Martin Gaziev

Personal information
- Full name: Martin Velizarov Gaziev
- Date of birth: 13 August 1988 (age 37)
- Place of birth: Gotse Delchev, Bulgaria
- Height: 1.78 m (5 ft 10 in)
- Position: Midfielder

Team information
- Current team: Maritsa Plovdiv
- Number: 19

Youth career
- Lokomotiv 101
- 2004–2007: Lokomotiv Plovdiv

Senior career*
- Years: Team / Apps / (Gls)
- 2007–2009: Brestnik 1948 / 95 / (15)
- 2011: Pirin Gotse Delchev / 14 / (6)
- 2012: Rabotnički Skopje / 4 / (0)
- 2013–2014: Pirin Gotse Delchev / 41 / (2)
- 2015–2016: Pirin Razlog / 39 / (2)
- 2016: Pirin Gotse Delchev / 15 / (0)
- 2017: Pirin Razlog / 12 / (2)
- 2018–2019: Sozopol / 9 / (0)
- 2019–2021: FC Kyustendil / 51 / (2)
- 2021–: Maritsa Plovdiv / 60 / (3)

= Martin Gaziev =

Bulgarian footballer

Martin Gaziev (Мартин Газиев; born 13 August 1988 in Gotse Delchev) is a Bulgarian footballer who plays as a midfielder for Maritsa Plovdiv.

==Career==
Gaziev played youth football at Lokomotiv 101 in Sofia five years before being scouted by Lokomotiv Plovdiv.
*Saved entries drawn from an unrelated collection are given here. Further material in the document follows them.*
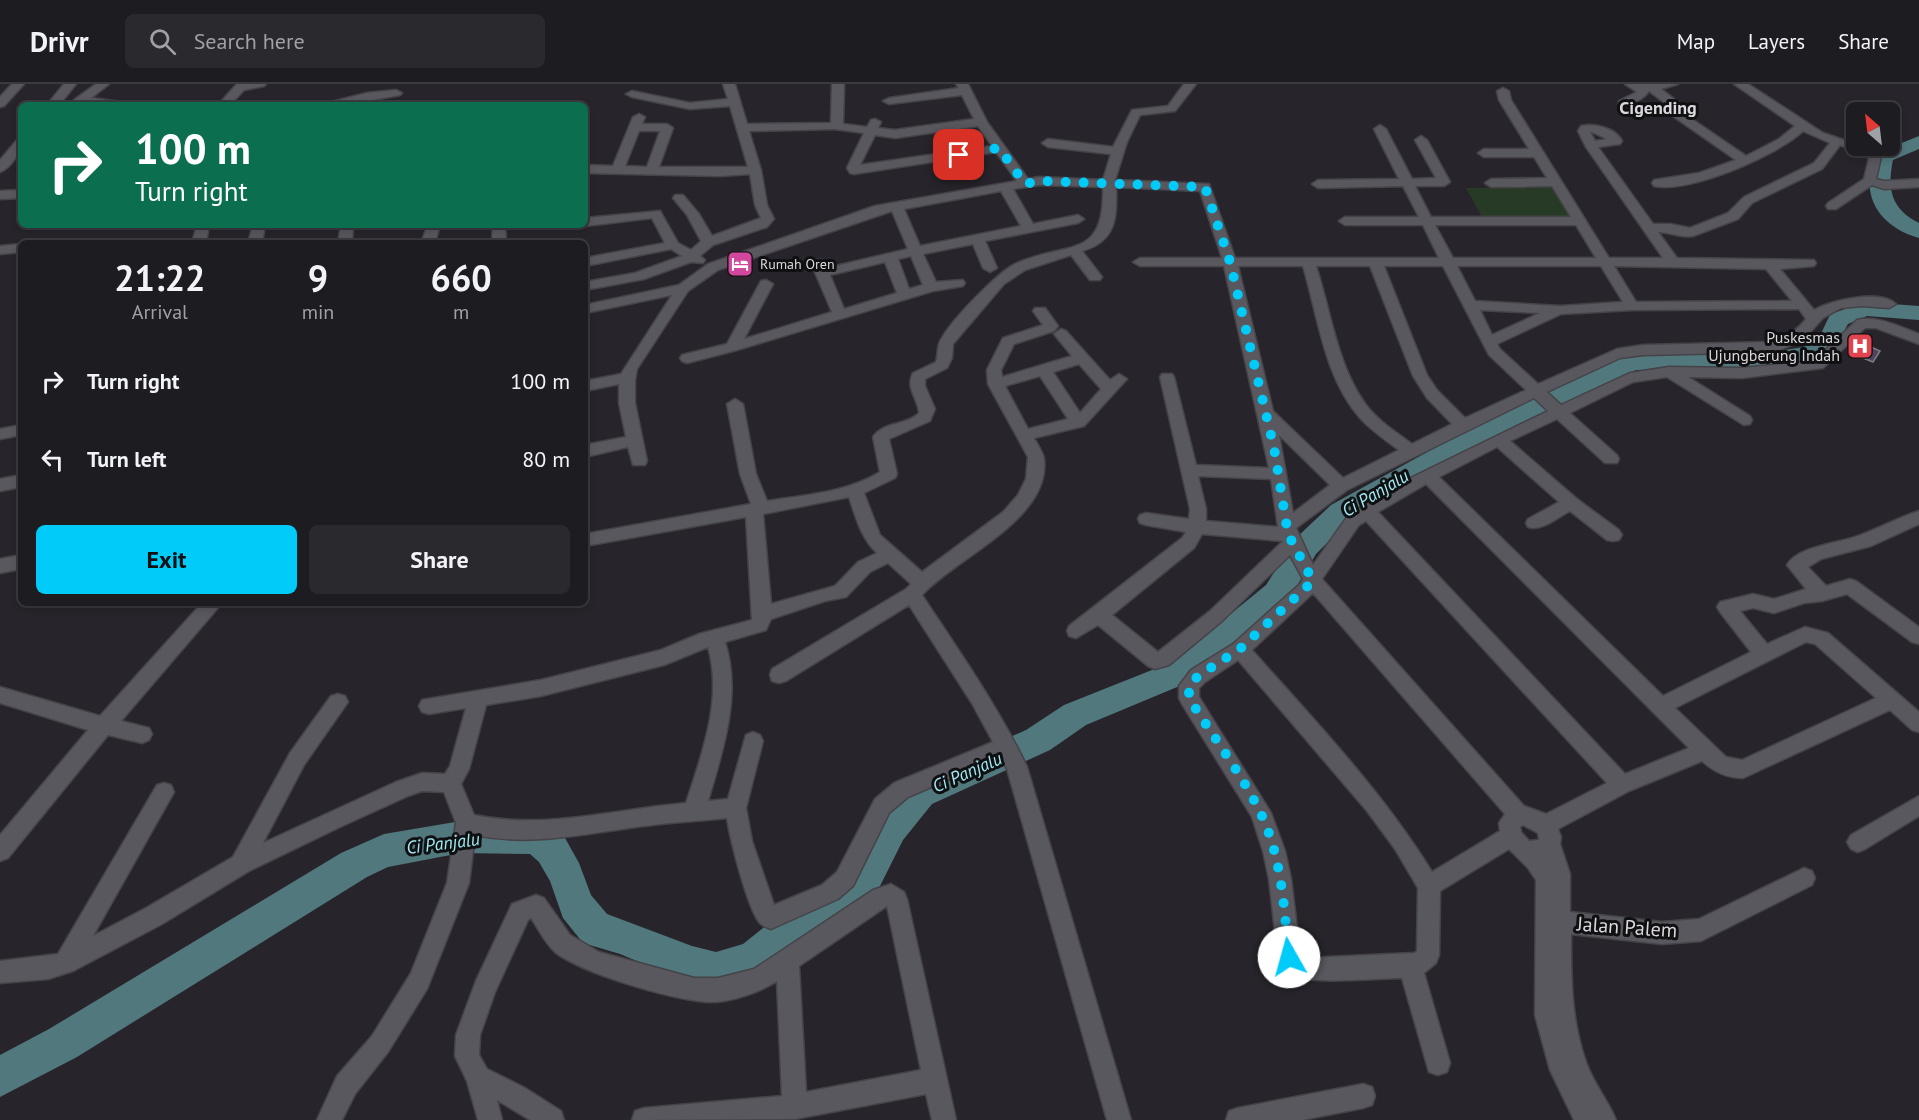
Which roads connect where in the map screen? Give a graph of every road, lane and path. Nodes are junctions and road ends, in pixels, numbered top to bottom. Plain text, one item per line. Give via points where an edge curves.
1 (18, 84) edge
2 (70, 84) edge
3 (104, 84) edge
4 (260, 84) edge
5 (729, 84) edge
6 (838, 84) edge
7 (1190, 84) edge
8 (1631, 84) edge
9 (1672, 84) edge
10 (1740, 84) edge
11 (242, 86) edge
12 (397, 88) edge
13 (963, 88) edge
14 (1648, 88) junction
15 (1503, 91) dead end
16 (632, 94) dead end
17 (889, 101) dead end
18 (55, 102) edge
19 (79, 102) edge
20 (227, 102) edge
21 (343, 102) edge
22 (734, 102) junction
23 (1623, 103) dead end
24 (0, 104) edge
25 (640, 115) dead end
26 (981, 122) junction
27 (834, 126) junction
28 (1802, 126) junction
29 (635, 127) junction
30 (873, 127) junction
31 (742, 128) junction
32 (1380, 129) dead end
33 (1421, 140) dead end
34 (1837, 141) junction
35 (1048, 143) dead end
36 (1591, 145) dead end
37 (18, 147) edge
38 (999, 148) junction
39 (1119, 151) junction
40 (1484, 153) dead end
41 (1536, 153) junction
42 (1744, 160) junction
43 (0, 168) edge
44 (588, 169) edge
45 (616, 170) junction
46 (755, 170) junction
47 (652, 171) junction
48 (1556, 182) junction
49 (1875, 182) junction
50 (1108, 183) junction
51 (1406, 183) junction
52 (1491, 183) dead end
53 (1658, 183) dead end
54 (1919, 183) edge
55 (1025, 184) junction
56 (1318, 184) dead end
57 (1005, 187) junction
58 (18, 194) edge
59 (0, 195) edge
60 (679, 198) dead end
61 (896, 206) junction
62 (1832, 206) dead end
63 (1078, 219) dead end
64 (1345, 220) dead end
65 (1579, 221) junction
66 (588, 222) edge
67 (1427, 222) junction
68 (1650, 228) junction
69 (1029, 229) junction
70 (977, 239) junction
71 (708, 242) junction
72 (673, 245) junction
73 (18, 248) edge
74 (0, 250) edge
75 (1075, 250) junction
76 (916, 251) junction
77 (692, 257) junction
78 (890, 257) junction
79 (588, 261) edge
80 (1140, 261) dead end
81 (1230, 262) junction
82 (1308, 262) junction
83 (1604, 262) junction
84 (1673, 262) junction
85 (1376, 263) junction
86 (1449, 263) junction
87 (1809, 263) dead end
88 (1770, 265) junction
89 (712, 267) junction
90 (990, 268) dead end
91 (1095, 277) dead end
92 (958, 283) dead end
93 (766, 284) dead end
94 (588, 285) edge
95 (931, 287) junction
96 (683, 288) junction
97 (904, 294) junction
98 (1889, 304) dead end
99 (1469, 305) junction
100 (1803, 305) junction
101 (1632, 306) junction
102 (588, 310) edge
103 (1040, 310) dead end
104 (1560, 310) junction
105 (839, 313) junction
106 (1874, 313) junction
107 (1814, 319) junction
108 (1061, 334) dead end
109 (1919, 339) edge
110 (1488, 342) junction
111 (732, 347) junction
112 (687, 358) dead end
113 (1082, 358) junction
114 (1043, 369) junction
115 (1669, 372) junction
116 (1167, 377) dead end
117 (627, 378) junction
118 (996, 384) junction
119 (588, 385) edge
120 (1538, 393) junction
121 (735, 404) dead end
122 (1557, 410) junction
123 (1266, 413) junction
124 (1744, 420) dead end
125 (1078, 422) junction
126 (1463, 425) junction
127 (18, 431) edge
128 (0, 434) edge
129 (1026, 435) junction
130 (635, 440) junction
131 (1499, 440) junction
132 (588, 450) edge
133 (1411, 451) junction
134 (1611, 459) dead end
135 (639, 461) dead end
136 (1190, 470) junction
137 (1279, 474) junction
138 (1428, 476) junction
139 (18, 482) edge
140 (0, 485) edge
141 (1341, 486) junction
142 (855, 489) junction
143 (1571, 504) junction
144 (757, 509) junction
145 (1367, 511) junction
146 (1919, 517) edge
147 (1146, 519) dead end
148 (1534, 523) dead end
149 (1197, 527) junction
150 (1612, 535) dead end
151 (1291, 538) junction
152 (588, 539) edge
153 (890, 555) junction
154 (18, 563) edge
155 (0, 566) edge
156 (1309, 575) junction
157 (917, 588) junction
158 (1822, 594) junction
159 (210, 606) edge
160 (763, 614) junction
161 (1099, 615) junction
162 (1076, 631) dead end
163 (714, 637) junction
164 (1919, 637) edge
165 (1240, 649) junction
166 (1764, 654) junction
167 (779, 675) dead end
168 (0, 695) edge
169 (478, 699) junction
170 (1892, 700) junction
171 (338, 702) dead end
172 (429, 706) dead end
173 (1660, 706) junction
174 (1919, 724) edge
175 (104, 726) junction
176 (142, 734) dead end
177 (753, 741) dead end
178 (1704, 751) junction
179 (1010, 753) junction
180 (450, 783) junction
181 (1622, 785) junction
182 (164, 792) dead end
183 (1919, 805) edge
184 (736, 808) junction
185 (694, 812) junction
186 (1519, 815) junction
187 (465, 833) junction
188 (1548, 835) junction
189 (1858, 842) dead end
190 (1517, 844) junction
191 (0, 851) edge
192 (240, 864) junction
193 (1804, 878) dead end
194 (1429, 886) junction
195 (1553, 919) junction
196 (787, 962) junction
197 (65, 963) junction
198 (1410, 966) junction
199 (4, 977) edge
200 (1555, 1016) junction
201 (1438, 1063) dead end
202 (478, 1078) junction
203 (934, 1080) junction
204 (1363, 1096) dead end
205 (785, 1111) edge
206 (329, 1120) edge
207 (490, 1120) edge
208 (552, 1120) edge
209 (644, 1120) edge
210 (944, 1120) edge
211 (1119, 1120) edge
212 (1238, 1120) edge
213 (1587, 1120) edge
214 (1604, 1120) edge

1 - 24 street
2 - 18 street
3 - 19 street
4 - 11 street
5 - 22 street
6 - 27 street
7 - 39 street via 1171,110 1136,112
8 - 14 street
9 - 14 street
10 - 28 street
11 - 20 street
12 - 21 street
13 - 17 street
13 - 26 street
14 - 23 street
14 - 42 street via 1675,105 1674,112
15 - 41 street via 1504,100
16 - 22 street via 690,106
22 - 31 street
25 - 29 street
26 - 30 street via 895,134
26 - 38 street
27 - 30 street
27 - 31 street
28 - 34 street
28 - 42 street via 1793,136
29 - 45 street
29 - 47 street via 667,128
30 - 38 street via 854,170
31 - 46 street
32 - 51 street
33 - 51 street via 1444,182
34 - 49 street via 1875,158
34 - 68 street via 1818,166 1748,200 1725,221 1688,233 1674,228
35 - 39 street
36 - 68 street
37 - 43 street
38 - 55 street
39 - 50 street
40 - 41 street
41 - 48 street
42 - 53 street via 1710,174
44 - 45 street
45 - 47 street
46 - 47 street
46 - 71 street via 761,205 768,219
48 - 52 street
48 - 65 street
49 - 54 street
49 - 62 street
50 - 55 street
50 - 75 street via 1110,212 1104,232 1092,244
50 - 81 street via 1205,187
51 - 56 street
51 - 67 street
55 - 57 street
57 - 61 street
57 - 69 street
58 - 59 street
60 - 71 street
61 - 76 street
61 - 89 street
63 - 69 street
64 - 67 street
65 - 67 street
65 - 83 street
66 - 72 street via 655,214
67 - 86 street
68 - 84 street
69 - 70 street
70 - 76 street
70 - 90 street
71 - 77 street
72 - 77 street
72 - 79 street
73 - 74 street
75 - 91 street
75 - 142 street via 1020,267 999,281 946,344 942,365 918,376 917,384 928,410 925,419 884,434 881,441 889,474
76 - 78 street
76 - 95 street
77 - 89 street
77 - 94 street via 645,275
78 - 97 street
78 - 105 street via 819,267
80 - 81 street
81 - 82 street
81 - 123 street
82 - 85 street
82 - 133 street via 1337,363 1354,397 1373,422
83 - 84 street
83 - 86 street
83 - 101 street
84 - 88 street
85 - 86 street
85 - 126 street via 1420,376
86 - 99 street
87 - 88 street
88 - 100 street
89 - 96 street
92 - 95 street
93 - 111 street
95 - 97 street
96 - 102 street
96 - 117 street
97 - 105 street
98 - 106 street
99 - 104 street
99 - 110 street
100 - 101 street
100 - 107 street
101 - 104 street
103 - 118 street via 1051,326 1005,343 994,370
104 - 110 street
105 - 111 street
106 - 107 street via 1844,302 1818,313
106 - 109 street
106 - 115 street via 1818,364 1742,373
107 - 120 street via 1804,331 1775,347 1617,354
108 - 113 street
110 - 120 street via 1507,366
111 - 112 street
113 - 114 street
113 - 125 street via 1115,384
114 - 118 street
114 - 125 street
115 - 122 street via 1630,378
115 - 124 street
116 - 136 street
117 - 119 street
117 - 130 street
118 - 129 street
120 - 122 street
120 - 126 street
121 - 144 street
122 - 131 street
122 - 134 street
123 - 137 street
123 - 141 street
125 - 129 street
126 - 133 street
127 - 128 street
129 - 157 street via 1038,469 1031,489 1004,522
130 - 132 street
130 - 135 street
131 - 138 street
131 - 143 street
133 - 141 street
136 - 137 street
136 - 149 street via 1198,509
137 - 151 street
138 - 145 street
138 - 173 street
139 - 140 street
141 - 151 street
142 - 144 street
142 - 153 street via 867,527
143 - 148 street
143 - 150 street
144 - 152 street
144 - 160 street
145 - 156 street via 1353,520
145 - 181 street
146 - 158 street via 1796,565
147 - 149 street
149 - 151 street
149 - 161 street via 1188,543
151 - 156 street
151 - 161 street via 1216,616 1162,660 1155,661
153 - 157 street
153 - 160 street via 864,567 840,592
154 - 155 street
156 - 165 street
156 - 186 street
157 - 167 street
157 - 179 street
158 - 164 street via 1854,587
158 - 166 street via 1774,606 1753,601 1726,607
159 - 175 street
160 - 163 street via 757,627
161 - 162 street
163 - 169 street via 652,660 516,694
163 - 185 street via 722,668 722,698 713,749
165 - 194 street via 1374,804
165 - 198 street via 1198,676 1189,686 1189,698 1261,813 1280,879 1289,957 1295,966 1306,969
166 - 170 street via 1811,634 1821,638
166 - 173 street
168 - 175 street
169 - 172 street
169 - 180 street via 459,769
170 - 174 street
170 - 178 street via 1743,769 1719,764
171 - 192 street via 275,799
173 - 178 street
175 - 176 street
175 - 191 street
177 - 184 street
178 - 181 street
179 - 184 street via 901,790 882,806 844,879 830,892 771,918 765,913 741,841
179 - 211 street
180 - 187 street via 459,800
180 - 192 street via 422,782 403,788
181 - 188 street
182 - 197 street
183 - 189 street
184 - 185 street
185 - 187 street via 554,830 493,829
186 - 188 street via 1530,816
186 - 190 street via 1509,823
187 - 206 street via 458,883 419,981 380,1044 346,1085
188 - 190 street via 1545,850
188 - 195 street via 1559,874
190 - 194 street
190 - 195 street via 1547,878
192 - 197 street
193 - 195 street, Jalan Palem via 1701,930 1662,933
194 - 198 street via 1428,955 1421,963
195 - 200 street via 1560,999
196 - 202 street via 759,979 718,990 694,990 594,962 562,943 536,906 527,908 516,919 484,988 468,1035 467,1056
196 - 203 street via 881,897 891,895 896,899
196 - 205 street
197 - 199 street
198 - 201 street
200 - 213 street via 1562,1071
200 - 214 street via 1576,1069
202 - 207 street
202 - 208 street
203 - 205 street
203 - 210 street
204 - 212 street
205 - 209 street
He joined Lokomotiv Plovdiv as a youth player at the age of 16.

Gaziev started his senior career at Brestnik 1948 and played also for Benkovski Pazardzhik and Lokomotiv Septemvri, before moving to Pirin Gotse Delchev on 20 June 2011.

After playing six months at Pirin, Gaziev signed for First Macedonian League club Rabotnički Skopje on 1 February 2012.

On 11 July 2017, Gaziev returned to Pirin Razlog.

On 7 January 2018, Gaziev signed with Sozopol. He left the club at the end of the 2017–18 season.